An alternative suggestion is that the centrosome orients the neuroblast. Researchers previously noted (3, 4) that just after mitosis, the centrosome sidles up to the previous—and future—apical crescent of the cell, attaching to the cortex with microtubules. These scientists proposed that the aster, the starburst of microtubules around the centrosome, retains and transmits neuroblast polarity.
“The orientation of the stem cells doesn't depend on the external environment. It's generated in a cell-autonomous manner.”
Januschke and Gonzalez tested that proposal by dosing Drosophila neuroblasts with the drug colcemid, which spurs microtubules to collapse. “The cells can't remember where to put the crescent,” says Januschke. The apical crescent arose anywhere within 290 degrees of its previous location, the researchers found. By contrast, in untreated cells the apical crescent formed within a narrow 38-degree window.
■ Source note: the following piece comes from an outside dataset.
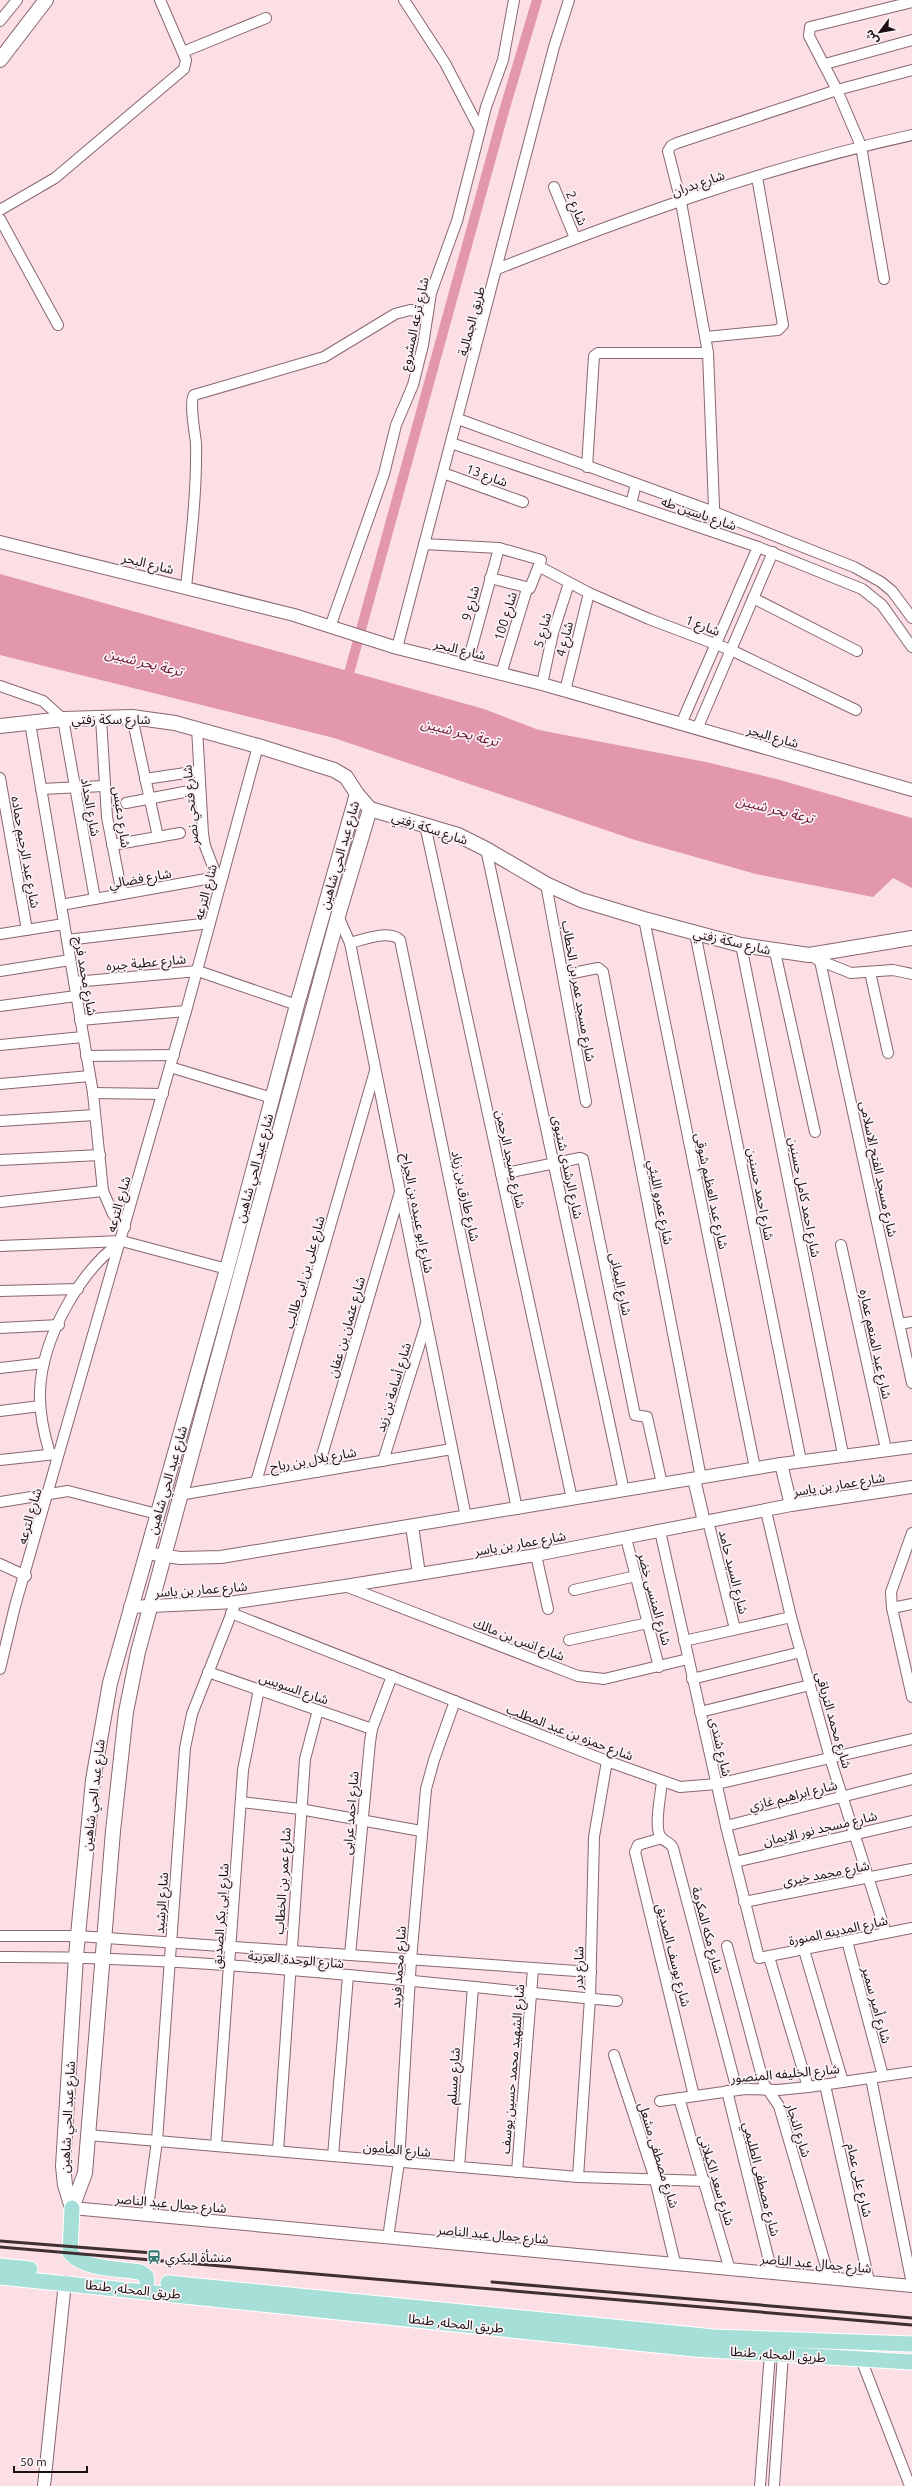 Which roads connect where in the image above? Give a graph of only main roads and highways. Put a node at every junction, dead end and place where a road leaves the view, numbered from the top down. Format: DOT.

The researchers saw similar apical wandering in cells that lack centrosomes due to a mutation in the dsas-4 gene.
To determine how polarity shifts affect cell division, Januschke and Gonzalez added colcemid and then inactivated it with UV light at different times in the cell cycle. If the team waited until the cell had already begun mitosis to neutralize colcemid, the GMC split off almost anywhere around the circumference of the neuroblast. The cell's axis had already drifted to a new alignment before the microtubules reassembled. But if the researchers removed colcemid during interphase, thus allowing the cell to lock in polarity before mitosis, the GMC emerged close to the previous axis.
From these results, the researchers conclude that the centrosome remembers a neuroblast's orientation, somehow relaying that information through microtubules. How microtubules indicate where to establish the next apical crescent is unclear, says Januschke. By following repeated divisions of cells in which microtubules had been disrupted and then restored, the researchers discovered that this memory is short, lasting only for the duration of one mitotic division.
Microtubules probably don't work alone. In the colcemid experiments, the position of the axis showed a slight bias toward the original orientation, hinting that factors other than microtubules also help set the alignment. The researchers haven't pinned down the identity of these factors. “I'd love to know that,” says Januschke.
The findings also reveal that, at least in the case of fly neuroblasts, cells go it alone when establishing polarity. Neuroblasts first polarize during embryonic development, when they peel away from another cell layer. Division after division, neuroblasts maintain their axis orientation, independent of the polarity of their neighbors. “The orientation of the stem cells doesn't depend on the external environment,” says Januschke. “It's generated in a cell-autonomous manner.”